Scan the data below. Pull out each line where "SkRect" occurs.

===== DATA SECTION =====

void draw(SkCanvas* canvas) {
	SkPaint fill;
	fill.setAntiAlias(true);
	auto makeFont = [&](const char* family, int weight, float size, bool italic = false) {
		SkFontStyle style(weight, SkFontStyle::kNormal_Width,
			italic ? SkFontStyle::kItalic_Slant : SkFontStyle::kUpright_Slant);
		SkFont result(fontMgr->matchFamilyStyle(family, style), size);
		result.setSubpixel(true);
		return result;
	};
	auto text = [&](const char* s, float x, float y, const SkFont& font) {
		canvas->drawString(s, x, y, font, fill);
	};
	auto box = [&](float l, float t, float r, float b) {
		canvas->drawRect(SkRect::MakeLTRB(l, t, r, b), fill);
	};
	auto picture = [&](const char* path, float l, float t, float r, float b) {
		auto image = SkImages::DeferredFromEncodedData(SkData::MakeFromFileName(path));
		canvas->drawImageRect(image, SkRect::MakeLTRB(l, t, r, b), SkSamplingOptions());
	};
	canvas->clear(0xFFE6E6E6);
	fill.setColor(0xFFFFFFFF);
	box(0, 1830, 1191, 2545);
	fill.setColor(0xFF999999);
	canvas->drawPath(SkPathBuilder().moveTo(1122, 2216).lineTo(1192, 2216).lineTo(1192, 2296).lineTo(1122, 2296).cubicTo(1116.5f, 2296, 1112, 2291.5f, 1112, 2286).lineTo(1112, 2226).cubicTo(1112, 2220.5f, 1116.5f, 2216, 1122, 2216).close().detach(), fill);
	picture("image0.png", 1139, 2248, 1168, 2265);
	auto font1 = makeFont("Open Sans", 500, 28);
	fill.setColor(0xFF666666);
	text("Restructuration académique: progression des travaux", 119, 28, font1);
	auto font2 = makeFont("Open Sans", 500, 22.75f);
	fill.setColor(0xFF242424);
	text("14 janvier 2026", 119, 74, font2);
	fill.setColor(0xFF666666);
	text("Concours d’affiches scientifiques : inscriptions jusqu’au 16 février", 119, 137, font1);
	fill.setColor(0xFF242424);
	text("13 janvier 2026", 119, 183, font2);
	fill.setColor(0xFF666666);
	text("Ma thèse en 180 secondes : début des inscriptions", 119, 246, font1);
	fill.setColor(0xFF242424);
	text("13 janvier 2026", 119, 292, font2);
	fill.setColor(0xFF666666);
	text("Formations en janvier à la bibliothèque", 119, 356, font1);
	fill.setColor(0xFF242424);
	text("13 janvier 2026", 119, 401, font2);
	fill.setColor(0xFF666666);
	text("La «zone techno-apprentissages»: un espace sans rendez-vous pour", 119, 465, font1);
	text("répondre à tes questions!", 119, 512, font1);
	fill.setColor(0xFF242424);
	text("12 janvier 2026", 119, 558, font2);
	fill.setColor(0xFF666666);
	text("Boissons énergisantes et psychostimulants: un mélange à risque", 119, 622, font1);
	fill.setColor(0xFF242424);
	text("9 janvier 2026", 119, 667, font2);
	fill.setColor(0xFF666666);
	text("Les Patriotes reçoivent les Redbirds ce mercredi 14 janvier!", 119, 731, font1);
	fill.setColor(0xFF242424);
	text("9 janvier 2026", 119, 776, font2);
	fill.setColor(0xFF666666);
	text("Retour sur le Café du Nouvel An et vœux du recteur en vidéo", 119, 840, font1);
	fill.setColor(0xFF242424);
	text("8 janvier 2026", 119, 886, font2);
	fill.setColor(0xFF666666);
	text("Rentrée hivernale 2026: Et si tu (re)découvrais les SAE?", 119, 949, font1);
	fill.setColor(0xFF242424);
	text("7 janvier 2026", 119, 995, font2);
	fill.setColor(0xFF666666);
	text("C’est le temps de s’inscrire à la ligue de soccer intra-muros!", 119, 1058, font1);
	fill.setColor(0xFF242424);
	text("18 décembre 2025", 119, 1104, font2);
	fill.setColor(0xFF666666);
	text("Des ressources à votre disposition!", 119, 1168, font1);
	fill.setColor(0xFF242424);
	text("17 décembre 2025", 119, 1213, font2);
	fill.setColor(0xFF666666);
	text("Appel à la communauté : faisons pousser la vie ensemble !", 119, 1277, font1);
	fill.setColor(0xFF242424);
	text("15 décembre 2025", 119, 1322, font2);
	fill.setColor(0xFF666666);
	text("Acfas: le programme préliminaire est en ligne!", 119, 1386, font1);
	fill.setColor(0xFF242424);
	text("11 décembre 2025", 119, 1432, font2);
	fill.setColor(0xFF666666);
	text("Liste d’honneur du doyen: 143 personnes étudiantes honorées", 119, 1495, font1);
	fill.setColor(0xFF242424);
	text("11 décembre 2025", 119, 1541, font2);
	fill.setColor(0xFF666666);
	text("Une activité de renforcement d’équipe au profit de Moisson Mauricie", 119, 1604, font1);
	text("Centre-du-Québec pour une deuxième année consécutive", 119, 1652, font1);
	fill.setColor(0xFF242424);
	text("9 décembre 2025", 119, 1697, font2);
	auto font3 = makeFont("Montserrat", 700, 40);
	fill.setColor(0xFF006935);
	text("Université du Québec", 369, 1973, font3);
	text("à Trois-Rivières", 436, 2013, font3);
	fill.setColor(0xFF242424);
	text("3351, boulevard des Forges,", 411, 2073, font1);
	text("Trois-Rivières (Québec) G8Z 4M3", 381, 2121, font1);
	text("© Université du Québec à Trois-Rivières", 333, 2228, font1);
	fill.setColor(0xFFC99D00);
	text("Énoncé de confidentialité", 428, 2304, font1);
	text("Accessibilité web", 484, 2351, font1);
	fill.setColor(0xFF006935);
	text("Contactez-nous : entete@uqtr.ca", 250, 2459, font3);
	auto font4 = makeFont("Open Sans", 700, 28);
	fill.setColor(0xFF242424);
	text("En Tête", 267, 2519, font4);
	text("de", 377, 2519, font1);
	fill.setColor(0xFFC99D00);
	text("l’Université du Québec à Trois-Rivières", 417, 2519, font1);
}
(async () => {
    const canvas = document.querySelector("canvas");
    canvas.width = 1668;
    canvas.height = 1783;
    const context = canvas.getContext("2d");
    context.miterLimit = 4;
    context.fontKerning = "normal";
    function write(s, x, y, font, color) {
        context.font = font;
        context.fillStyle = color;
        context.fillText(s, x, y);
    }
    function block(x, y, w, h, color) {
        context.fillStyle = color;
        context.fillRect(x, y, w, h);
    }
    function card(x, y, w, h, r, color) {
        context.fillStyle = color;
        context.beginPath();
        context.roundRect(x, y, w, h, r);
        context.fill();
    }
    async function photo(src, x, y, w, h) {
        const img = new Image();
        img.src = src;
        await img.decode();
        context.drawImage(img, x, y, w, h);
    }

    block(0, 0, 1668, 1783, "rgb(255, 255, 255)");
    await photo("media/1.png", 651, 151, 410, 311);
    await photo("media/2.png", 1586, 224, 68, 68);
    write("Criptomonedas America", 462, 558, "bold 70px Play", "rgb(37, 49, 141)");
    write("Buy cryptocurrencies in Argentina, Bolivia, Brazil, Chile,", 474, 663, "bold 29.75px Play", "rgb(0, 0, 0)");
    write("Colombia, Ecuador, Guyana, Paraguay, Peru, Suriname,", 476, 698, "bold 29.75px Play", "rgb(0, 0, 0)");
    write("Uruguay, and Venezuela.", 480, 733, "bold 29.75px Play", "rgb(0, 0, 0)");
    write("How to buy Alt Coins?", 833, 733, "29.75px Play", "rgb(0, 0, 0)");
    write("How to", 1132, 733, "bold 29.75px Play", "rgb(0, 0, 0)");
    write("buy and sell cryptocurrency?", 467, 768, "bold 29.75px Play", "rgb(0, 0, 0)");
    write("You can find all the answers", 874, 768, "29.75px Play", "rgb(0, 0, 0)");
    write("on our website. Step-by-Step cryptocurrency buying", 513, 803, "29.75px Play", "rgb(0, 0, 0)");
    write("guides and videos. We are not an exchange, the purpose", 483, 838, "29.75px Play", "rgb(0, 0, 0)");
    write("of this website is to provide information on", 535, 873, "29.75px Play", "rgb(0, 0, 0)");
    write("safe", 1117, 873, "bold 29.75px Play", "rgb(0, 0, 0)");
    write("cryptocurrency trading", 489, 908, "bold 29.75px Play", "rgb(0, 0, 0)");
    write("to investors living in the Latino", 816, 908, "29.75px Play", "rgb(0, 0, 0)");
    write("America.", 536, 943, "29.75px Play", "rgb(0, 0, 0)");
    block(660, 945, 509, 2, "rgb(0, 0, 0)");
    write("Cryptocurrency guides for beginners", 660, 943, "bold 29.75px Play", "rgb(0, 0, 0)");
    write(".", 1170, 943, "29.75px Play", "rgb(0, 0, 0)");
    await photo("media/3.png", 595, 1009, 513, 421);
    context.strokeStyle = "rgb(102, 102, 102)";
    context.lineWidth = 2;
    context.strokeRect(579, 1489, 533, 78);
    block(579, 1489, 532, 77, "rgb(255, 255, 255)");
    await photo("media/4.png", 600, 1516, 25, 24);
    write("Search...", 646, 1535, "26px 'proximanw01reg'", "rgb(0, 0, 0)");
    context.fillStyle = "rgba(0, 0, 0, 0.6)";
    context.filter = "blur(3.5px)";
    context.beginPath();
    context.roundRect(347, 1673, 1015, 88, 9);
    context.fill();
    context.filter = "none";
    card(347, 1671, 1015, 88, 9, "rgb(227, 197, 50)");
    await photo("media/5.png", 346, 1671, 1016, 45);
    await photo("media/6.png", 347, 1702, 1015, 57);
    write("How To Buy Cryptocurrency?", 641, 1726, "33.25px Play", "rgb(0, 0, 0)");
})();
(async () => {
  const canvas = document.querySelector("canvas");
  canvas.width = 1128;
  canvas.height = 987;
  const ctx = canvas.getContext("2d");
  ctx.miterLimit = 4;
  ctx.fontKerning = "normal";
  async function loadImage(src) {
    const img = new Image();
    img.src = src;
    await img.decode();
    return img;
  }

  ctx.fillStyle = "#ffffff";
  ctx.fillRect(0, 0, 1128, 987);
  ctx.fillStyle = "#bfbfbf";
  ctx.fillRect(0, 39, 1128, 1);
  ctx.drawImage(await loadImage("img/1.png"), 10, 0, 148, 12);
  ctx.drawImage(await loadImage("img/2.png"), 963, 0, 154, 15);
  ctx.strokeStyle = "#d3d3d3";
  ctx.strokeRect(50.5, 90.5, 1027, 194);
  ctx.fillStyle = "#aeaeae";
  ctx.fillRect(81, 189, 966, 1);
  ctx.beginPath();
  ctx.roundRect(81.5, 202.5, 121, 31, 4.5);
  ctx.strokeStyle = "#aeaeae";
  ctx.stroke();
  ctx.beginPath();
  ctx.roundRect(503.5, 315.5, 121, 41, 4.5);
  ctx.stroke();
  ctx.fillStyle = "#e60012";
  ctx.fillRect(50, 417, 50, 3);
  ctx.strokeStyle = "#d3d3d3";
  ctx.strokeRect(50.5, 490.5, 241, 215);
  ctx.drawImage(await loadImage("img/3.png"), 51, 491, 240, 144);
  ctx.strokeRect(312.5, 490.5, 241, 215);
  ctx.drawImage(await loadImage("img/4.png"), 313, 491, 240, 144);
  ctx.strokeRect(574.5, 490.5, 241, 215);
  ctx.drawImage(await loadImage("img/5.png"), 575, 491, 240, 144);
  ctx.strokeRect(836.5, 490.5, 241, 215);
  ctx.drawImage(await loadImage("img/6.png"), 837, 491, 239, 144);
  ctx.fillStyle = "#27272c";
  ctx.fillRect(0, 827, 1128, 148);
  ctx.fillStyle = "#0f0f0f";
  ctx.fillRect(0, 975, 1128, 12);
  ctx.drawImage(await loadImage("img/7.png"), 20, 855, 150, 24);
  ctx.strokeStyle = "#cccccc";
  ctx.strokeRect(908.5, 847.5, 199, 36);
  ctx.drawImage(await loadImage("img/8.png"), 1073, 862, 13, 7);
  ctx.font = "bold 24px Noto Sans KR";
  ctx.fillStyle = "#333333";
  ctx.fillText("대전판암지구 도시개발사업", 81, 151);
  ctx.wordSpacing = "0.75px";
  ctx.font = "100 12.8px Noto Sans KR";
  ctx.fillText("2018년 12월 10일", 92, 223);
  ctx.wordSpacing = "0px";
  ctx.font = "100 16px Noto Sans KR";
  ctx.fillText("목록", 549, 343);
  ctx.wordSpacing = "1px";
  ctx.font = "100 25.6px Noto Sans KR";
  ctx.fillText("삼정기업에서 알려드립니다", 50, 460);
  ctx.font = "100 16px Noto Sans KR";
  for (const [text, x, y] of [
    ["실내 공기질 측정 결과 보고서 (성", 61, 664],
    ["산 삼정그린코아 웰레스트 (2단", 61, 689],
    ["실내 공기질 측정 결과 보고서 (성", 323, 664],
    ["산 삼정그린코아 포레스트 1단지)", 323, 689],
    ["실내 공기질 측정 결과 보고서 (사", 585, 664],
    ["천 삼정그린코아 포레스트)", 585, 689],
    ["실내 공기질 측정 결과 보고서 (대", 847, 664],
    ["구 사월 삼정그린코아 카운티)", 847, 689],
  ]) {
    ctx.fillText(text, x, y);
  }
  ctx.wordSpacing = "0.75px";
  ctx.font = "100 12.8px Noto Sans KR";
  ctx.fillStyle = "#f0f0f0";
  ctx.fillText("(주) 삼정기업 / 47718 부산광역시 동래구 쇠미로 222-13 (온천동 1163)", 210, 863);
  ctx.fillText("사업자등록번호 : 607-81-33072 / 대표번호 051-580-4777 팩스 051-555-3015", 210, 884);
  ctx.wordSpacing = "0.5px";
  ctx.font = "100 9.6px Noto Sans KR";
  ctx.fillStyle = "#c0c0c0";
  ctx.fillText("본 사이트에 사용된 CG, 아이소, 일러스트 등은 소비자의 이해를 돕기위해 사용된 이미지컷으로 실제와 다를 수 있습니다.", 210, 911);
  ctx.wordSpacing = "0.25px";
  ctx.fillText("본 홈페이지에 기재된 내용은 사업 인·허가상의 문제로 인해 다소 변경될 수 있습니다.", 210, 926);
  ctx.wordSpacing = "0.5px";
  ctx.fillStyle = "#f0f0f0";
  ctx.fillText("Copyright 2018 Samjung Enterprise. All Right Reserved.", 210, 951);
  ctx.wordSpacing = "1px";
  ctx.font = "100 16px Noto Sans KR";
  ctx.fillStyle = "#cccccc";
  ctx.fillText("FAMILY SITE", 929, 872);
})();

=====

*OUTPUT FOR THIS TASK:*
		canvas->drawRect(SkRect::MakeLTRB(l, t, r, b), fill);
		canvas->drawImageRect(image, SkRect::MakeLTRB(l, t, r, b), SkSamplingOptions());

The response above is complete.